4 of 5 people found the following review helpful
I was expecting to loathe this, not having listened to it in some time & an unadmirer of Ryder's charmless Black Grape. But I found myself having that Proustian thing & being surprised at how good this album was...
The late, legendary producer Martin Hannett did what John Cale mostly could not on the patchy 24 Hour Party People debut- taking the strange indie-funk of the Mondays & giving it a groove. Of course lots of people were doing similar stuff before this: The Wolfgang Press, The Woodentops,A Certain Ratio, 23 Skidoo, Gang of Four, The Slits, This Heat!. A listen to Can's 1972 classic Tago Mago (featuring a song called Halleluwah!) will demonstrate that the Mondays/Madchester thing was a slightly ignorant media creation.

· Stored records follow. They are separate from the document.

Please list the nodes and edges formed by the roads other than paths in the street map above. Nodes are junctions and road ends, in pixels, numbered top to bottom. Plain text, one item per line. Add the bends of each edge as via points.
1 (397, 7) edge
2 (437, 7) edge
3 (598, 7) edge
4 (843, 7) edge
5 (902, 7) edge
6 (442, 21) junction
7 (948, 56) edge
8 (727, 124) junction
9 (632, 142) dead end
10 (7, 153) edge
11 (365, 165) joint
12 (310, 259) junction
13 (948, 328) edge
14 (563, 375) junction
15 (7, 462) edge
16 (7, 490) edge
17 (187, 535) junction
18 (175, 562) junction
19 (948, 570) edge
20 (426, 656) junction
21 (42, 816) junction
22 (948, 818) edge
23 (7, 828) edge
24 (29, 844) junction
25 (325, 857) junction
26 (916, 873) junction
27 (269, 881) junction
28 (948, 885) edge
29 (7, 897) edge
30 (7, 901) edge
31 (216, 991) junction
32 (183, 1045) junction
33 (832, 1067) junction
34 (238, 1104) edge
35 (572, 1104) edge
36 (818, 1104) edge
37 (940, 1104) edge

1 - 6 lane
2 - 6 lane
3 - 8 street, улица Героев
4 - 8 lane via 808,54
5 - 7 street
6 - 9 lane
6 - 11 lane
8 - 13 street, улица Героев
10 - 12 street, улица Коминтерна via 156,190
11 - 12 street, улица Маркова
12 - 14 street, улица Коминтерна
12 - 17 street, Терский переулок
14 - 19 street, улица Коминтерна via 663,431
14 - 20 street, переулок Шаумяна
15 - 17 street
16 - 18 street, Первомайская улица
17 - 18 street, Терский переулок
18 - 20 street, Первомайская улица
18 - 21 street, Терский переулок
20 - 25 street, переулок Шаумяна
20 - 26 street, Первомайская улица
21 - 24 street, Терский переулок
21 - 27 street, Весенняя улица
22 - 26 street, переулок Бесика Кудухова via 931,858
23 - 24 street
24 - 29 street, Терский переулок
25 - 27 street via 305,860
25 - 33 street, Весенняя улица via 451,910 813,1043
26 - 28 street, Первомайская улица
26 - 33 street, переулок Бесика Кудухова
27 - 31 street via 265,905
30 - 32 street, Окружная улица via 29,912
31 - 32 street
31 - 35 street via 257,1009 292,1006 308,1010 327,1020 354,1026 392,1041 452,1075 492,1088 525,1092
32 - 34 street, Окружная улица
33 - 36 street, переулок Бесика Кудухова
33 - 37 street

But the songs here are fun, and the album has dated better than the over-rated Stone Roses debut- which has about as much resonance for me as the second James album & appears less original the more I hear 60's compilations like Nuggets. Brain Dead quotes a line Jagger spoke from Altamont (see Gimme Shelter) & Performance references the classic Jagger-starring film of the same name from Nic Roeg & Donald Cammell. Mad Cyril sounds like a funky mess (the Peel session is even better), though Moving in With is a superior song (Ryder offerring a nursery rhyme chorus: turkey-lurkie etc- the kind of inspired stuff you'd expect from Mark E Smith).
Lazyitis drifts into the post-modern, quoting bits of Ticket to Ride, Family Affair & David Essex (!)- though Fat Lady Wrestlers appears to sum up the album best (especially if gazing at the pornographic image on the sleeve!). But the best song here is Wrote for Luck, here in all it's guitar glory & those great lines like "I sent for juice/you gave me poison"- pity the WFL/Think About the Future mixes, the Karl Denver Lazyitis (1 armed Boxer) & Madchester ep didn't make it here as extra tracks.
Bummed, along with Pills Thrills & Bellyaches (1990) has dated very well- it's quite deranged, which has made it more enjoyable with the passage of time. One of the two great albums Ryder has been associated with & an example of the state of things at the end of the 80s.